Gateway Pools
Table of Contents
- Problem & Motivation
- Concepts
- Setup
- Failover Mode in Detail
- Load Balancing Mode in Detail
- Health Monitoring
- Edge Cases
- Troubleshooting
- Architecture Reference
Problem & Motivation
GateControl routes normally pin a domain (nas.example.com) to exactly one gateway peer. The frontend Caddy on the GateControl server proxies to <gateway-ip>:<proxy-port> over the WireGuard tunnel; the companion Caddy on the gateway forwards to the local backend address (192.168.1.5:5001, etc.).
What goes wrong without pools:
- Reboots of a gateway (Linux updates, Synology updates, Proxmox reboots) make all domains running through it unreachable for the duration of the reboot.
- Hardware failure = full outage until manually reconfigured.
- Scheduled maintenance windows require manually re-pinning every route.
What pools solve:
A gateway pool groups multiple gateway peers that can reach the same backend hosts. If one member fails, another takes over automatically — either via failover (priority order) or load balancing (parallel distribution).

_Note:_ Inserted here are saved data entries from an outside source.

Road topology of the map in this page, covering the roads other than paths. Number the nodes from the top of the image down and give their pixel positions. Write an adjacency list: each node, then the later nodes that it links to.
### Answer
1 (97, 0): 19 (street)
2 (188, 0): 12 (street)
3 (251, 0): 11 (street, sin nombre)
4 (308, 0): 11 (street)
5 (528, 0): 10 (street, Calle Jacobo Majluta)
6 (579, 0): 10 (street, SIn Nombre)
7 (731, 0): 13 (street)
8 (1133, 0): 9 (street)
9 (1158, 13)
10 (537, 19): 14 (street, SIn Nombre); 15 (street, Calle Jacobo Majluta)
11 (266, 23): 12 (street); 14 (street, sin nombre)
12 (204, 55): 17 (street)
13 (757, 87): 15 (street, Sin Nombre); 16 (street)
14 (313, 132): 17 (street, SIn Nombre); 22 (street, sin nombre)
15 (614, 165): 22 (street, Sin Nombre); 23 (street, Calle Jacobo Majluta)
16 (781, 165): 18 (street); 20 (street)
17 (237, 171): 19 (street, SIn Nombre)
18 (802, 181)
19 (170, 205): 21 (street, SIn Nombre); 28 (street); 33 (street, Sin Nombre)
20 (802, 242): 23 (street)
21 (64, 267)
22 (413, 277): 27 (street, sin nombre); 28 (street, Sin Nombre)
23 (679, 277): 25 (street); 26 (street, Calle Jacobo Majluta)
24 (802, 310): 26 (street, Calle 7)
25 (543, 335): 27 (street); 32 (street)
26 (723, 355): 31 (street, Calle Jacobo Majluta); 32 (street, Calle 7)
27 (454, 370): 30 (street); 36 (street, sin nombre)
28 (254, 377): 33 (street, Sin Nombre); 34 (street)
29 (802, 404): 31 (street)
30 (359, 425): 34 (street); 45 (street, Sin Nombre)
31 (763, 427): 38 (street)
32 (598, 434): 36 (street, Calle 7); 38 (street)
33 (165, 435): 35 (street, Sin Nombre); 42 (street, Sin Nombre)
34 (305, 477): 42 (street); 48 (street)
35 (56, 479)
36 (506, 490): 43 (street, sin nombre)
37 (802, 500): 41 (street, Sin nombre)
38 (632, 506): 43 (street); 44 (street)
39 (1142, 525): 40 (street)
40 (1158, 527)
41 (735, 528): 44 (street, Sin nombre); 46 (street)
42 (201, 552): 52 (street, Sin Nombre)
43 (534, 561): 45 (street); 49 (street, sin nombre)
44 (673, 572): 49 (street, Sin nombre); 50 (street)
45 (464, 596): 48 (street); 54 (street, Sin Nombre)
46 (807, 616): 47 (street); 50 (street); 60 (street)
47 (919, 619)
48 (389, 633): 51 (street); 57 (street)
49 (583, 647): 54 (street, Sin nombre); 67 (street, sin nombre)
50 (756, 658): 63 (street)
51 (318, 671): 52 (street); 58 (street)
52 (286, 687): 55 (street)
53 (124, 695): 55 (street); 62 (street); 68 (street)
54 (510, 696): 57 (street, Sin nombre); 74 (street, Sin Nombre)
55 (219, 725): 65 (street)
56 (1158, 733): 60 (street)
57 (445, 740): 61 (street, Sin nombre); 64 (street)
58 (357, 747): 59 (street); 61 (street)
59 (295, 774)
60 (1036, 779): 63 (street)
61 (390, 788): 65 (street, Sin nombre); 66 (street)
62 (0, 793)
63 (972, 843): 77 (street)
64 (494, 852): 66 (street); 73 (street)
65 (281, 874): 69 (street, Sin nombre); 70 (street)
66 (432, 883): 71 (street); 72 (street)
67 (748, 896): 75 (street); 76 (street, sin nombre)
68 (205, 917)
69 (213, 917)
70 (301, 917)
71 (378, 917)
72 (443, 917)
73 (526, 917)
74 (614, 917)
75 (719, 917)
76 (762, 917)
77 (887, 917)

Important: Pool members must actually be able to reach the backend hosts (
192.168.1.5, etc.). If gateways sit on different LANs, failover does not help, because the failover member cannot reach the backend host at all.
Concepts
| Term | Meaning |
|---|---|
| Pool | Logical group of gateway peers (DB: gateway_pools) |
| Mode | failover or load_balancing — unique per pool |
| Member | Peer with priority within a pool (DB: gateway_pool_members) |
| Priority | Lower = higher priority. Position 1 is primary. |
failback_cooldown_s |
After recovery: wait time before routes migrate back to the original member |
outage_message |
Custom 503 body when all members are down |
target_peer_id |
The peer ID currently serving a route (may change during failover) |
original_peer_id |
Where the route was originally pinned — set during failover, reset on recovery |
target_pool_id |
Alternative routing mode: route is bound explicitly to the pool (used for load balancing) |
Two Routing Paths
GateControl supports two separate ways for a route to use a pool:
A) Peer-pinned with implicit failover (most common case)
- Route has
target_peer_id=<gw>,target_pool_id=NULL - Frontend Caddy reads
target_peer_iddirectly from the DB - On failure:
gatewayHealth._onTransitionrewritestarget_peer_idto the next-highest-priority alive pool member, remembering the original inoriginal_peer_id - No Caddy-side runtime resolution needed — the DB is the source of truth
B) Pool-routed via Caddy resolver (for load balancing)
- Route has
target_pool_id=<pool>,target_peer_id=NULL - Frontend Caddy resolves at runtime via
gatewayPool.resolveActivePeer(s)using the health snapshot - For load balancing, Caddy receives all alive members as
upstreams[]plus the selection policy - For failover mode at the pool level, exactly one member is selected (highest priority alive)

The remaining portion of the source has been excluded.